Ma la navigazione è già spettacolare così: ora, col sole, le mangrovie e gli altri alberi si riflettono nelle acque della laguna creando giochi di colori e simmetrie nelle quali la vegetazione e la laguna diventano un tutt’uno. L’acqua diventa più chiara, man mano che ci avviciniamo alla bocabarra, dove la laguna incontra il mare aperto: qui mare morto e mare vivo si toccano.
Trovata una spiaggetta tranquilla tutta per noi, ci fermiamo per goderci un po’ di sole e farci il bagno. Dopo qualche nuotatina e un po’ di chiacchiere a mollo, all’improvviso spunta una noce di cocco, che iniziamo, sempre stando in acqua, a passarci come fosse una palla. E si sa che in questi casi il passo è breve… prima improvvisiamo una specie di “torello” a squadre, dove dobbiamo cercare di rubarci la palla (anzi la noce) intercettando i passaggi.
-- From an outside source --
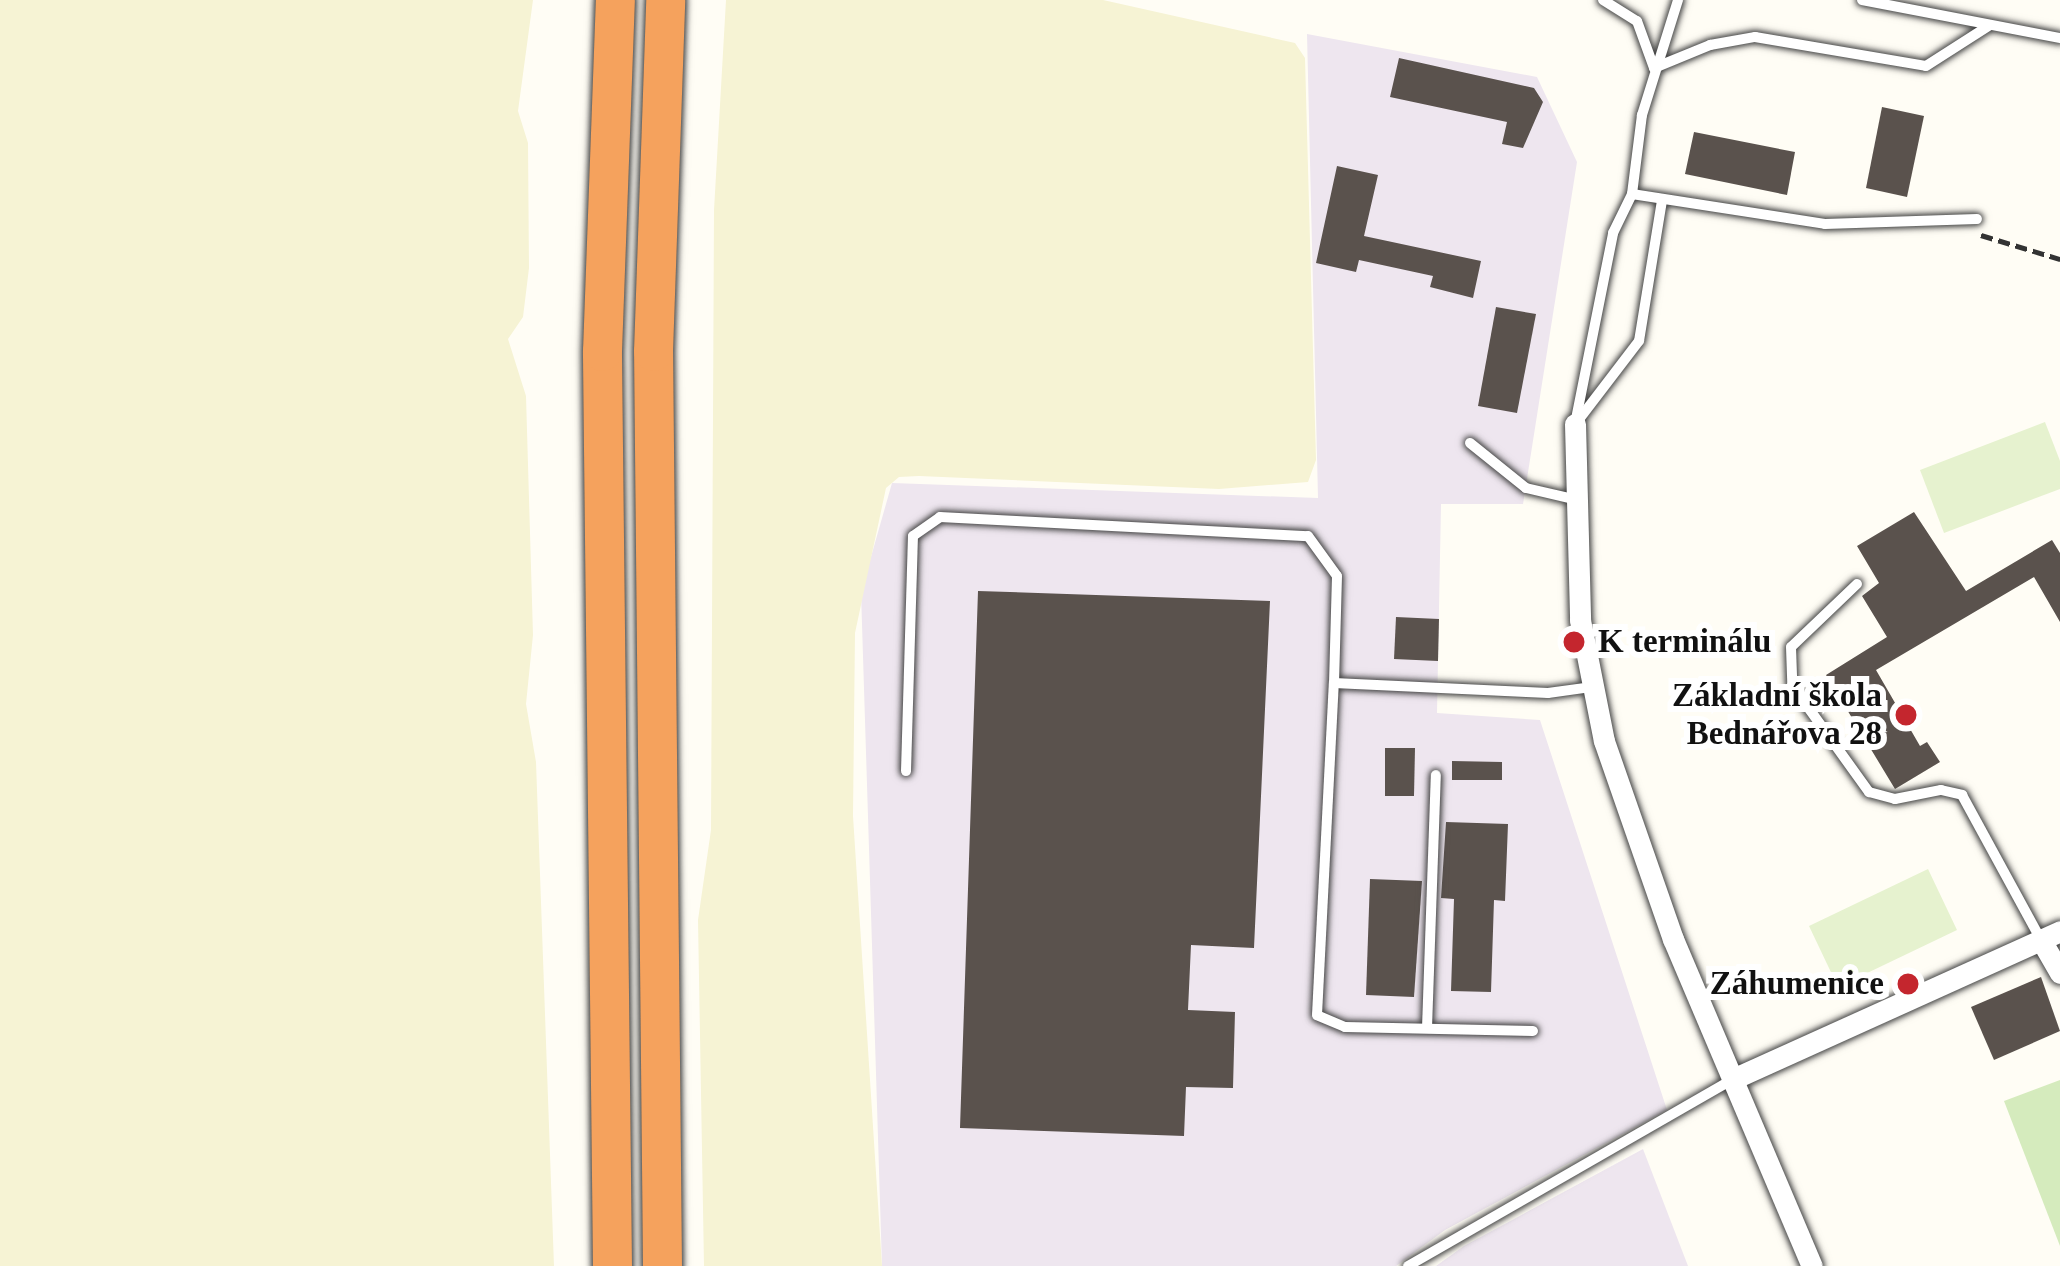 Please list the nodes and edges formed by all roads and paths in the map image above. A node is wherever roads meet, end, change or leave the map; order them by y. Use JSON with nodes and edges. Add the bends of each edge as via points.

Ma non è ancora sufficiente, non ci si può divertire veramente giocando con una palla se non c’è una porta. E allora Roberto si inventa un altro gioco. Piazziamo dei legnetti nella sabbia, appena fuori dall’acqua, a formare la porta. La traversa è un po’ traballante, ma non importa, si può fare anche senza. Viene messo un altro paletto a segnare la distanza minima dalla quale si può tirare. Ed ecco fatto, a questo punto si può fare una specie di pallanuoto a una porta sola, senza portiere. Pallanuoto per modo di dire, perché siamo nell’acqua ma si tocca. In realtà potrebbe essere più tipo pallamano nell’acqua, ma con una differenza: il contatto fisico è molto più violento!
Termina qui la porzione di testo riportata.